[Saved entries]

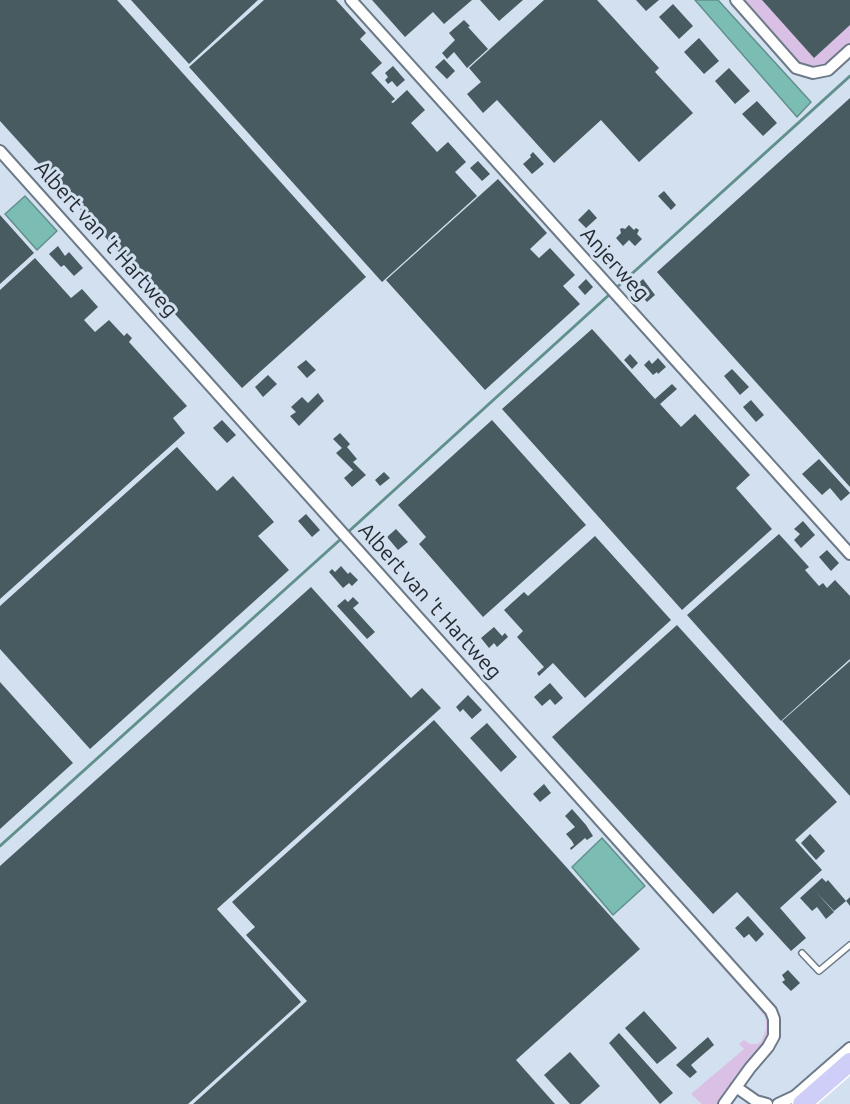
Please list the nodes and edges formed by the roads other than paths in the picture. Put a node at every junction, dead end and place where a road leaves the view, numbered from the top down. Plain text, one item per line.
1 (351, 0) edge
2 (736, 0) edge
3 (850, 50) edge
4 (0, 151) edge
5 (850, 554) edge
6 (850, 945) edge
7 (802, 953) dead end
8 (850, 1048) edge
9 (850, 1062) edge
10 (850, 1072) edge
11 (736, 1087) junction
12 (724, 1104) edge
13 (767, 1104) edge
14 (778, 1104) edge
15 (802, 1104) edge
16 (815, 1104) edge

1 - 5 street, Anjerweg
2 - 3 street
4 - 11 street, Albert van 't Hartweg
6 - 7 lane
8 - 14 street
9 - 15 main road
10 - 16 main road
11 - 12 street, Albert van 't Hartweg
11 - 13 street

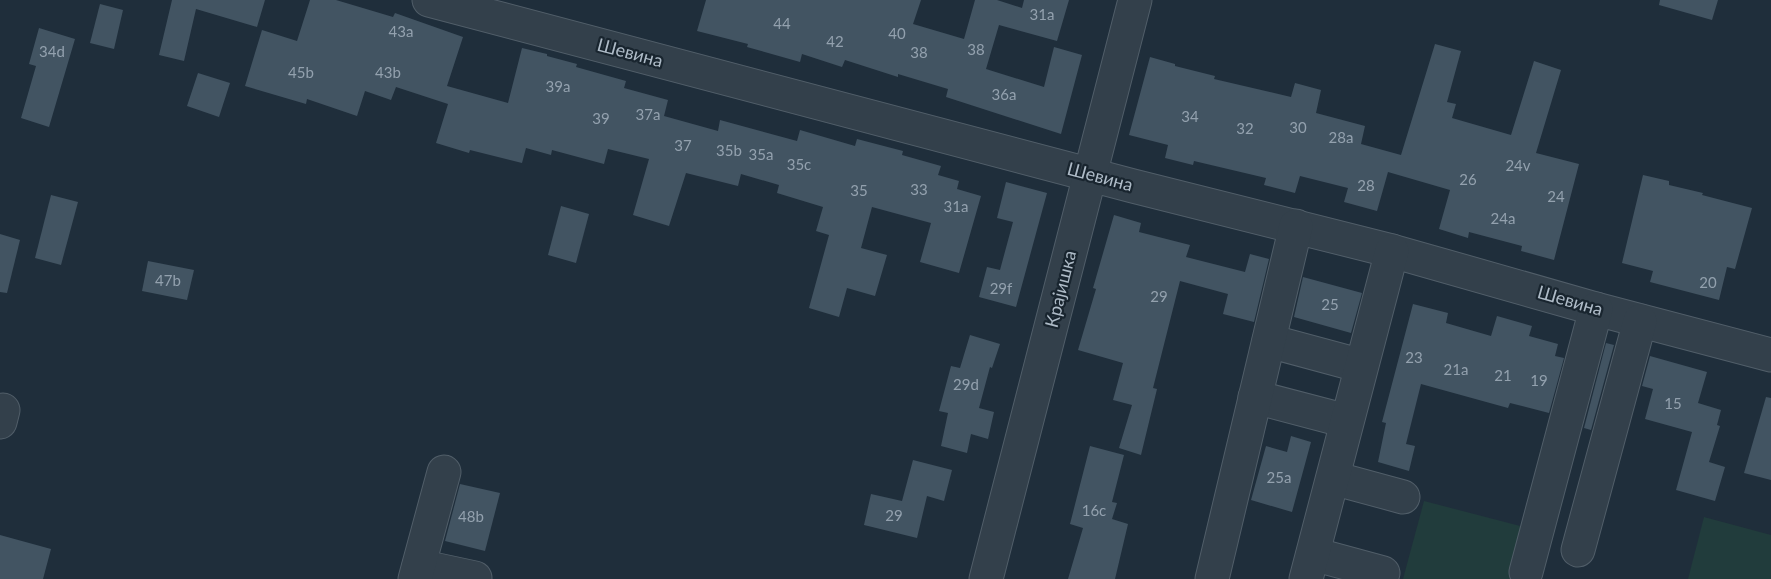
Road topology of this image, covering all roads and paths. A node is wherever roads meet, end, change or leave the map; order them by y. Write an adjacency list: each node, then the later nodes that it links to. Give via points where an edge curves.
1 (429, 0): 3 (street, Шевина)
2 (1135, 0): 3 (street, Крајишка)
3 (1090, 174): 4 (street, Шевина); 22 (street, Крајишка)
4 (1296, 226): 5 (street, Шевина); 8 (street)
5 (1392, 251): 6 (street, Шевина); 14 (street)
6 (1596, 309): 7 (street, Шевина); 18 (street)
7 (1640, 321): 9 (street, Шевина); 16 (street)
8 (1269, 341): 10 (street); 11 (street)
9 (1771, 355)
10 (1347, 362)
11 (1255, 397): 12 (street); 23 (street)
12 (1335, 418)
13 (444, 472): 19 (street)
14 (1333, 478): 15 (street); 17 (street)
15 (1403, 497)
16 (1578, 550)
17 (1309, 567): 20 (street)
18 (1526, 572)
19 (417, 573): 21 (street)
20 (1383, 573)
21 (475, 578)
22 (986, 579)
23 (1212, 579)

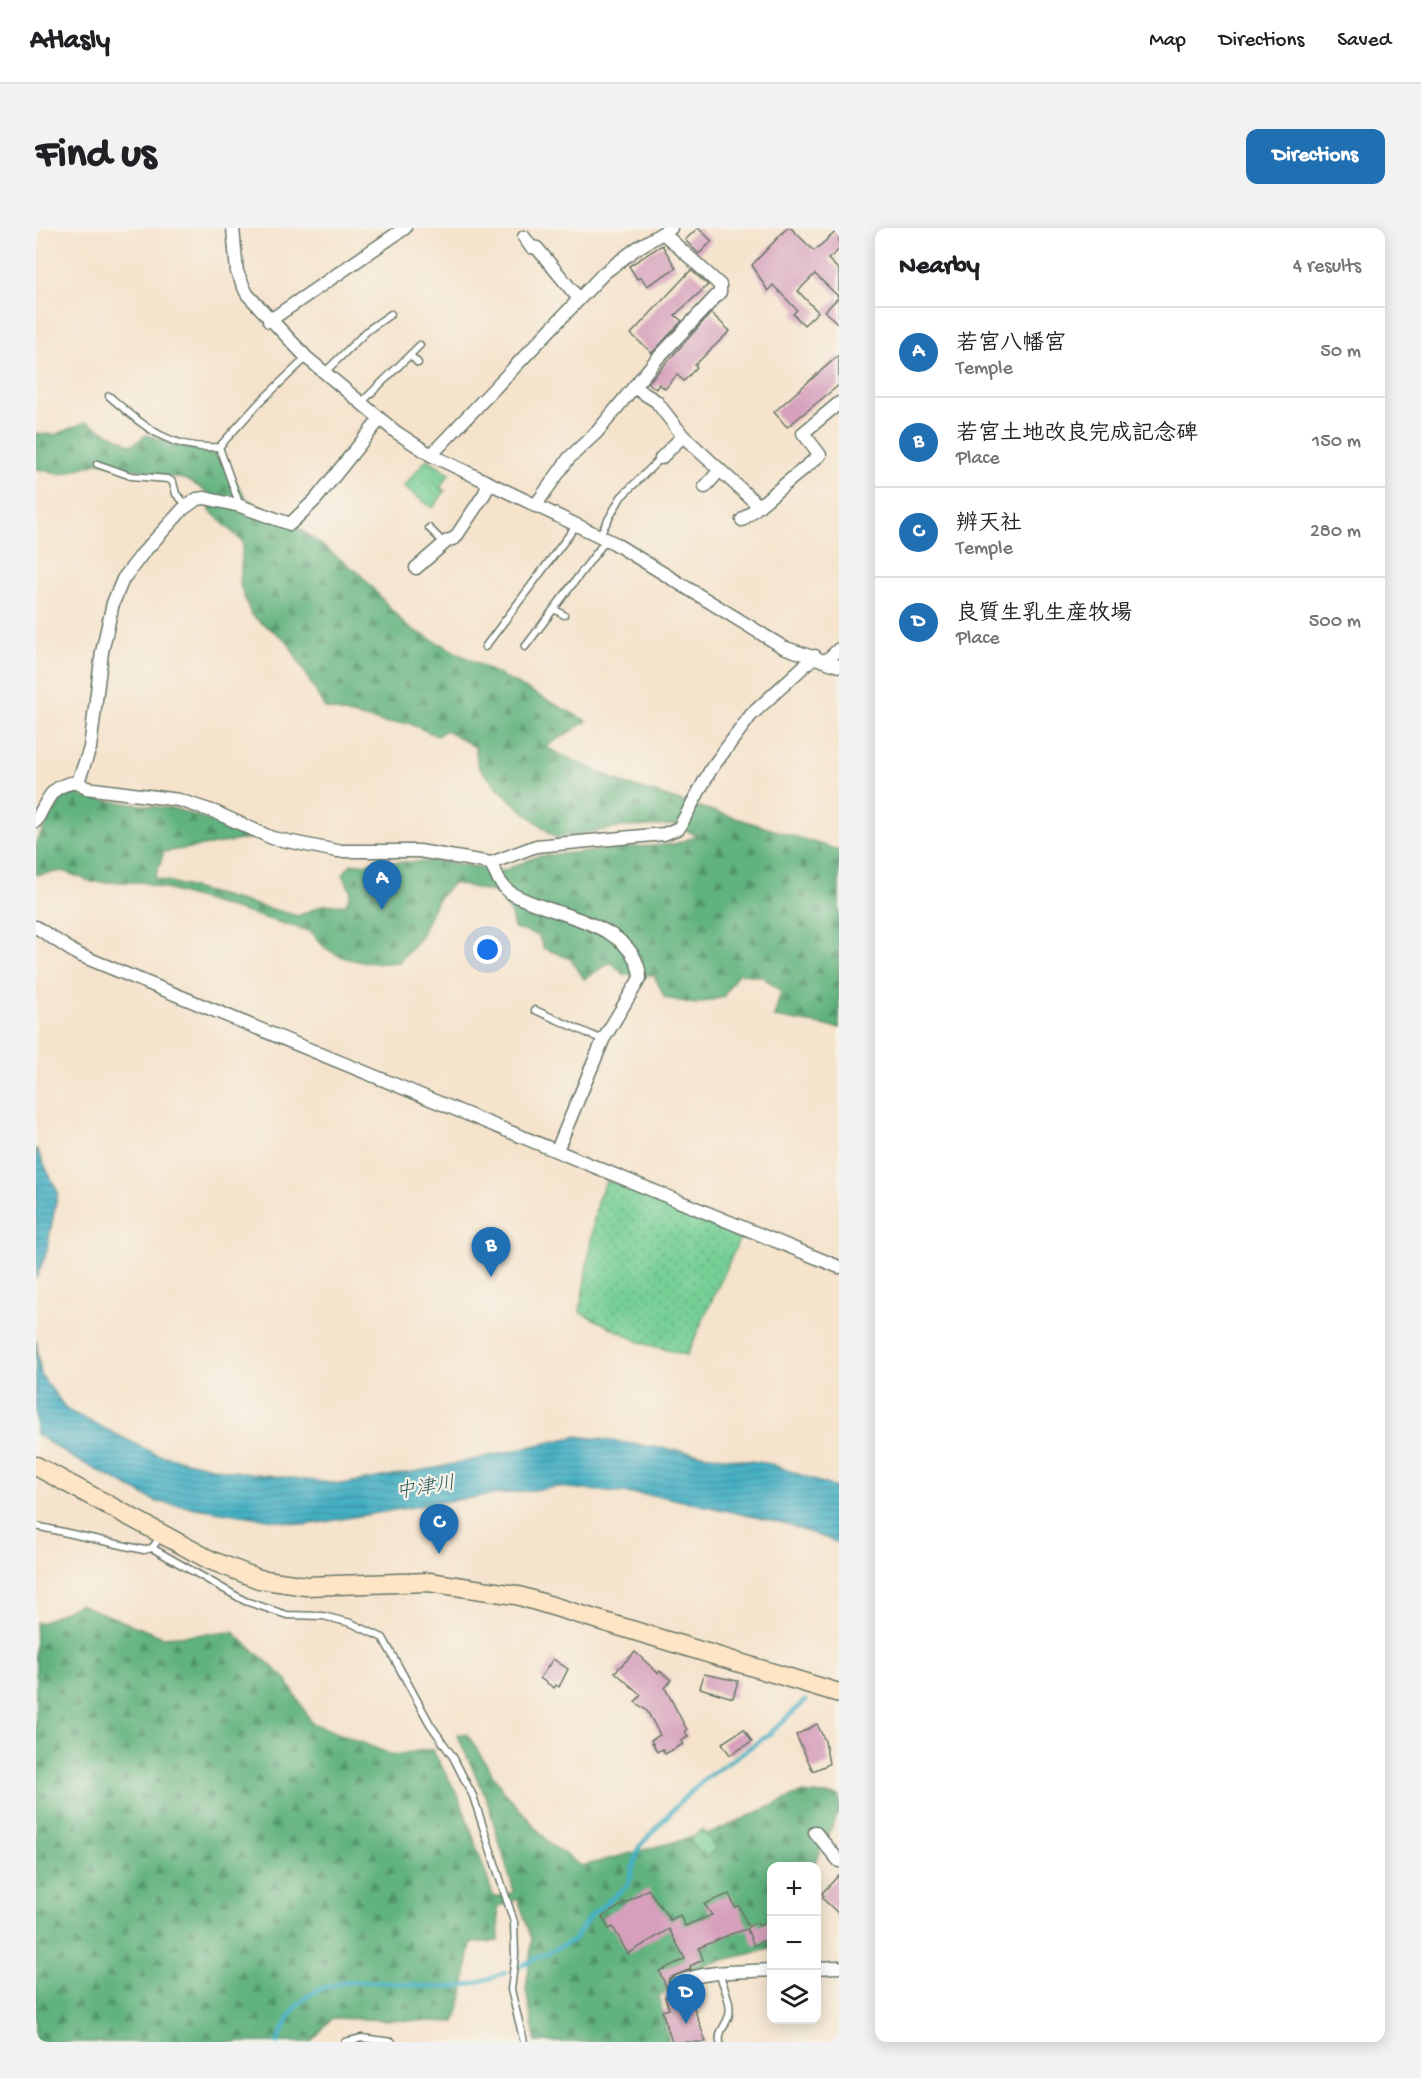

# What to work on:
Return exactly the lines from the line with "Road topology of" through the last line of the data above, both included; pictures do not go in the answer.

# Answer to the problem:
Road topology of this image, covering all roads and paths. A node is wherever roads meet, end, change or leave the map; order them by y. Write an adjacency list: each node, then the later nodes that it links to. Give via points where an edge curves.
1 (429, 0): 3 (street, Шевина)
2 (1135, 0): 3 (street, Крајишка)
3 (1090, 174): 4 (street, Шевина); 22 (street, Крајишка)
4 (1296, 226): 5 (street, Шевина); 8 (street)
5 (1392, 251): 6 (street, Шевина); 14 (street)
6 (1596, 309): 7 (street, Шевина); 18 (street)
7 (1640, 321): 9 (street, Шевина); 16 (street)
8 (1269, 341): 10 (street); 11 (street)
9 (1771, 355)
10 (1347, 362)
11 (1255, 397): 12 (street); 23 (street)
12 (1335, 418)
13 (444, 472): 19 (street)
14 (1333, 478): 15 (street); 17 (street)
15 (1403, 497)
16 (1578, 550)
17 (1309, 567): 20 (street)
18 (1526, 572)
19 (417, 573): 21 (street)
20 (1383, 573)
21 (475, 578)
22 (986, 579)
23 (1212, 579)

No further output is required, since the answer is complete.